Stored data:
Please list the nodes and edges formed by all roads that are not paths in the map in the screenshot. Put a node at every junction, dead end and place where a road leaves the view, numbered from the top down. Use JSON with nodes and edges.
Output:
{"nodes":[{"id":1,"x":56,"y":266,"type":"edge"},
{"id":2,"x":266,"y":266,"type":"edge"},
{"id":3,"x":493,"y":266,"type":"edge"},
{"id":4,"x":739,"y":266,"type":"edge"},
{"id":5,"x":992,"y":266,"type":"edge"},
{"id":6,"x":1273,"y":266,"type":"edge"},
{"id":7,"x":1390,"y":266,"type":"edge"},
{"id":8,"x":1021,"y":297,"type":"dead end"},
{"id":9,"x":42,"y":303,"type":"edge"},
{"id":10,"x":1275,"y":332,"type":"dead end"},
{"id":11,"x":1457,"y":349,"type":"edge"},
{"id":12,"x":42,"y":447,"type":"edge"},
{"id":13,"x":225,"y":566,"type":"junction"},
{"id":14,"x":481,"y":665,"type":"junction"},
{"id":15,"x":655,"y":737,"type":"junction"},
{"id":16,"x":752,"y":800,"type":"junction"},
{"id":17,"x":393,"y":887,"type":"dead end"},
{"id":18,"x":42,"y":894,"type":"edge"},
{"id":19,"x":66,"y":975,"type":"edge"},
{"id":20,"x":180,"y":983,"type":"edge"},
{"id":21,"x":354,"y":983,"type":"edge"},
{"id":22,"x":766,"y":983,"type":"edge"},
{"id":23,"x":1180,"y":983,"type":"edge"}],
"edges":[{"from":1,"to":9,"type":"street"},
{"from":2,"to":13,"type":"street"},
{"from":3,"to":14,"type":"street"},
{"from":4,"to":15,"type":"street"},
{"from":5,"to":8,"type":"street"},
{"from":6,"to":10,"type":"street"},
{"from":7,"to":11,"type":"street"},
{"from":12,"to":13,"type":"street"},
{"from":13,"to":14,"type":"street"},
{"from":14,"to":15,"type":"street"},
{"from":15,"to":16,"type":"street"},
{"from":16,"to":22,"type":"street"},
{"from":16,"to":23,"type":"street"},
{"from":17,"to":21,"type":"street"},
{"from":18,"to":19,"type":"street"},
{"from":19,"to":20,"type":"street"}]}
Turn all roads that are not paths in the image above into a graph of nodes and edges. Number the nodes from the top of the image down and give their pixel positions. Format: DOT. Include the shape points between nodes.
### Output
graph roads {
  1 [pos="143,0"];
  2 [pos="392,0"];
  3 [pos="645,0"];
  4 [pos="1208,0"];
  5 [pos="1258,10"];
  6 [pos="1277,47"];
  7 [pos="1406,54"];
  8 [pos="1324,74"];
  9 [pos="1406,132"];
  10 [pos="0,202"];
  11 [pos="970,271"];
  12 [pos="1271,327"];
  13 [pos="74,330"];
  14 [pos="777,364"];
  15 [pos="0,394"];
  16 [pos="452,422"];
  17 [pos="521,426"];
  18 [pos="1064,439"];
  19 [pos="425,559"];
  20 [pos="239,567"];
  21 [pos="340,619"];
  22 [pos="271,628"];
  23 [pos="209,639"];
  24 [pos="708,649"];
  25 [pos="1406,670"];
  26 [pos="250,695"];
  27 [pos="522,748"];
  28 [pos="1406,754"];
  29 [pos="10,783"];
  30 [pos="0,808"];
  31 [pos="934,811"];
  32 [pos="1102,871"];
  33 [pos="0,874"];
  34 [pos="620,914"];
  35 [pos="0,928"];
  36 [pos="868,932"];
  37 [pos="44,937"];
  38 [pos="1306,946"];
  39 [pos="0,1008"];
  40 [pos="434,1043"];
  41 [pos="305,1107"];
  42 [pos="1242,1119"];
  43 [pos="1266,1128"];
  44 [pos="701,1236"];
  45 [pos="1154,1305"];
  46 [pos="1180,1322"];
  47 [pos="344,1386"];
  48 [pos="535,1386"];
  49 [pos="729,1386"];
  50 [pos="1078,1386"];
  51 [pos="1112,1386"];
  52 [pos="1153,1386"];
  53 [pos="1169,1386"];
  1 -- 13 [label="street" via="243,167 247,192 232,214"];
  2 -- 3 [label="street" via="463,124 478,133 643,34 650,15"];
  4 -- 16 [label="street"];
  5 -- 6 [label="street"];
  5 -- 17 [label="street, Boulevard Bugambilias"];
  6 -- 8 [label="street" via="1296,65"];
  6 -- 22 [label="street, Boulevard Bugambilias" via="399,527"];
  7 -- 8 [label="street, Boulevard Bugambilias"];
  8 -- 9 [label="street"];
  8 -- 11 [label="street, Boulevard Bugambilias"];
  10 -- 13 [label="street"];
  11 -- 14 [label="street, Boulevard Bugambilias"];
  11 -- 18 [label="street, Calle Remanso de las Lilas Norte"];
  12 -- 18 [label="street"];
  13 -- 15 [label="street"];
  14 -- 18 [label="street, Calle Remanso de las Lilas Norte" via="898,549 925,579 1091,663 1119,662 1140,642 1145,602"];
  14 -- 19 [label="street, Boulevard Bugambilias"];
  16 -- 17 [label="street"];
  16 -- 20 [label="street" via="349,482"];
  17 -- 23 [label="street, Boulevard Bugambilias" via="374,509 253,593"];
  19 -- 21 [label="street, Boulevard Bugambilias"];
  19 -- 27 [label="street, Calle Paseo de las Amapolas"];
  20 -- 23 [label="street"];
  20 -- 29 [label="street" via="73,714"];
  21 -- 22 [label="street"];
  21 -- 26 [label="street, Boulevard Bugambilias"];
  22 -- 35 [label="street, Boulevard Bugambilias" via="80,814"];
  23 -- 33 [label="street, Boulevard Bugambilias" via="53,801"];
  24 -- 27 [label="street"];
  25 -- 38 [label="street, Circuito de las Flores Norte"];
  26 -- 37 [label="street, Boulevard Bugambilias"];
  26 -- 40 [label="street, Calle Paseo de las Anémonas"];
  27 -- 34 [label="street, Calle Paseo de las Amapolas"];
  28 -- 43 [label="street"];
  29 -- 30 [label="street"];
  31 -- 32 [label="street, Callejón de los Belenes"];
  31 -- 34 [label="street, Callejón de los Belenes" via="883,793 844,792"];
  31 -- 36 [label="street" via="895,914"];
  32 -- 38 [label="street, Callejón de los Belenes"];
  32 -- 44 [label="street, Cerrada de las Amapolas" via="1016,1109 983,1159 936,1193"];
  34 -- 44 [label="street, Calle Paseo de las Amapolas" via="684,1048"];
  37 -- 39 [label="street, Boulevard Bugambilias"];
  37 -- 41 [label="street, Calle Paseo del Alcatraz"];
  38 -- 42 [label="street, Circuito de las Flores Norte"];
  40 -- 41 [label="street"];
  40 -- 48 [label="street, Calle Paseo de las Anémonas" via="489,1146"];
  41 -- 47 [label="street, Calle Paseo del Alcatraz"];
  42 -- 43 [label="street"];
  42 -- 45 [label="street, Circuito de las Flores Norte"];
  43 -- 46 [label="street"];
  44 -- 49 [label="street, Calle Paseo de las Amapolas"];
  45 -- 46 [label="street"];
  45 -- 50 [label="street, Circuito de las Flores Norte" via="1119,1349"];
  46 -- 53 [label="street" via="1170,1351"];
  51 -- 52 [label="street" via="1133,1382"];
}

> Brief
Set every entry down verbatim.

> Task output
Please list the nodes and edges formed by all roads that are not paths in the map in the screenshot. Put a node at every junction, dead end and place where a road leaves the view, numbered from the top down. Use JSON with nodes and edges.
Output:
{"nodes":[{"id":1,"x":56,"y":266,"type":"edge"},
{"id":2,"x":266,"y":266,"type":"edge"},
{"id":3,"x":493,"y":266,"type":"edge"},
{"id":4,"x":739,"y":266,"type":"edge"},
{"id":5,"x":992,"y":266,"type":"edge"},
{"id":6,"x":1273,"y":266,"type":"edge"},
{"id":7,"x":1390,"y":266,"type":"edge"},
{"id":8,"x":1021,"y":297,"type":"dead end"},
{"id":9,"x":42,"y":303,"type":"edge"},
{"id":10,"x":1275,"y":332,"type":"dead end"},
{"id":11,"x":1457,"y":349,"type":"edge"},
{"id":12,"x":42,"y":447,"type":"edge"},
{"id":13,"x":225,"y":566,"type":"junction"},
{"id":14,"x":481,"y":665,"type":"junction"},
{"id":15,"x":655,"y":737,"type":"junction"},
{"id":16,"x":752,"y":800,"type":"junction"},
{"id":17,"x":393,"y":887,"type":"dead end"},
{"id":18,"x":42,"y":894,"type":"edge"},
{"id":19,"x":66,"y":975,"type":"edge"},
{"id":20,"x":180,"y":983,"type":"edge"},
{"id":21,"x":354,"y":983,"type":"edge"},
{"id":22,"x":766,"y":983,"type":"edge"},
{"id":23,"x":1180,"y":983,"type":"edge"}],
"edges":[{"from":1,"to":9,"type":"street"},
{"from":2,"to":13,"type":"street"},
{"from":3,"to":14,"type":"street"},
{"from":4,"to":15,"type":"street"},
{"from":5,"to":8,"type":"street"},
{"from":6,"to":10,"type":"street"},
{"from":7,"to":11,"type":"street"},
{"from":12,"to":13,"type":"street"},
{"from":13,"to":14,"type":"street"},
{"from":14,"to":15,"type":"street"},
{"from":15,"to":16,"type":"street"},
{"from":16,"to":22,"type":"street"},
{"from":16,"to":23,"type":"street"},
{"from":17,"to":21,"type":"street"},
{"from":18,"to":19,"type":"street"},
{"from":19,"to":20,"type":"street"}]}
Turn all roads that are not paths in the image above into a graph of nodes and edges. Number the nodes from the top of the image down and give their pixel positions. Format: DOT. Include the shape points between nodes.
### Output
graph roads {
  1 [pos="143,0"];
  2 [pos="392,0"];
  3 [pos="645,0"];
  4 [pos="1208,0"];
  5 [pos="1258,10"];
  6 [pos="1277,47"];
  7 [pos="1406,54"];
  8 [pos="1324,74"];
  9 [pos="1406,132"];
  10 [pos="0,202"];
  11 [pos="970,271"];
  12 [pos="1271,327"];
  13 [pos="74,330"];
  14 [pos="777,364"];
  15 [pos="0,394"];
  16 [pos="452,422"];
  17 [pos="521,426"];
  18 [pos="1064,439"];
  19 [pos="425,559"];
  20 [pos="239,567"];
  21 [pos="340,619"];
  22 [pos="271,628"];
  23 [pos="209,639"];
  24 [pos="708,649"];
  25 [pos="1406,670"];
  26 [pos="250,695"];
  27 [pos="522,748"];
  28 [pos="1406,754"];
  29 [pos="10,783"];
  30 [pos="0,808"];
  31 [pos="934,811"];
  32 [pos="1102,871"];
  33 [pos="0,874"];
  34 [pos="620,914"];
  35 [pos="0,928"];
  36 [pos="868,932"];
  37 [pos="44,937"];
  38 [pos="1306,946"];
  39 [pos="0,1008"];
  40 [pos="434,1043"];
  41 [pos="305,1107"];
  42 [pos="1242,1119"];
  43 [pos="1266,1128"];
  44 [pos="701,1236"];
  45 [pos="1154,1305"];
  46 [pos="1180,1322"];
  47 [pos="344,1386"];
  48 [pos="535,1386"];
  49 [pos="729,1386"];
  50 [pos="1078,1386"];
  51 [pos="1112,1386"];
  52 [pos="1153,1386"];
  53 [pos="1169,1386"];
  1 -- 13 [label="street" via="243,167 247,192 232,214"];
  2 -- 3 [label="street" via="463,124 478,133 643,34 650,15"];
  4 -- 16 [label="street"];
  5 -- 6 [label="street"];
  5 -- 17 [label="street, Boulevard Bugambilias"];
  6 -- 8 [label="street" via="1296,65"];
  6 -- 22 [label="street, Boulevard Bugambilias" via="399,527"];
  7 -- 8 [label="street, Boulevard Bugambilias"];
  8 -- 9 [label="street"];
  8 -- 11 [label="street, Boulevard Bugambilias"];
  10 -- 13 [label="street"];
  11 -- 14 [label="street, Boulevard Bugambilias"];
  11 -- 18 [label="street, Calle Remanso de las Lilas Norte"];
  12 -- 18 [label="street"];
  13 -- 15 [label="street"];
  14 -- 18 [label="street, Calle Remanso de las Lilas Norte" via="898,549 925,579 1091,663 1119,662 1140,642 1145,602"];
  14 -- 19 [label="street, Boulevard Bugambilias"];
  16 -- 17 [label="street"];
  16 -- 20 [label="street" via="349,482"];
  17 -- 23 [label="street, Boulevard Bugambilias" via="374,509 253,593"];
  19 -- 21 [label="street, Boulevard Bugambilias"];
  19 -- 27 [label="street, Calle Paseo de las Amapolas"];
  20 -- 23 [label="street"];
  20 -- 29 [label="street" via="73,714"];
  21 -- 22 [label="street"];
  21 -- 26 [label="street, Boulevard Bugambilias"];
  22 -- 35 [label="street, Boulevard Bugambilias" via="80,814"];
  23 -- 33 [label="street, Boulevard Bugambilias" via="53,801"];
  24 -- 27 [label="street"];
  25 -- 38 [label="street, Circuito de las Flores Norte"];
  26 -- 37 [label="street, Boulevard Bugambilias"];
  26 -- 40 [label="street, Calle Paseo de las Anémonas"];
  27 -- 34 [label="street, Calle Paseo de las Amapolas"];
  28 -- 43 [label="street"];
  29 -- 30 [label="street"];
  31 -- 32 [label="street, Callejón de los Belenes"];
  31 -- 34 [label="street, Callejón de los Belenes" via="883,793 844,792"];
  31 -- 36 [label="street" via="895,914"];
  32 -- 38 [label="street, Callejón de los Belenes"];
  32 -- 44 [label="street, Cerrada de las Amapolas" via="1016,1109 983,1159 936,1193"];
  34 -- 44 [label="street, Calle Paseo de las Amapolas" via="684,1048"];
  37 -- 39 [label="street, Boulevard Bugambilias"];
  37 -- 41 [label="street, Calle Paseo del Alcatraz"];
  38 -- 42 [label="street, Circuito de las Flores Norte"];
  40 -- 41 [label="street"];
  40 -- 48 [label="street, Calle Paseo de las Anémonas" via="489,1146"];
  41 -- 47 [label="street, Calle Paseo del Alcatraz"];
  42 -- 43 [label="street"];
  42 -- 45 [label="street, Circuito de las Flores Norte"];
  43 -- 46 [label="street"];
  44 -- 49 [label="street, Calle Paseo de las Amapolas"];
  45 -- 46 [label="street"];
  45 -- 50 [label="street, Circuito de las Flores Norte" via="1119,1349"];
  46 -- 53 [label="street" via="1170,1351"];
  51 -- 52 [label="street" via="1133,1382"];
}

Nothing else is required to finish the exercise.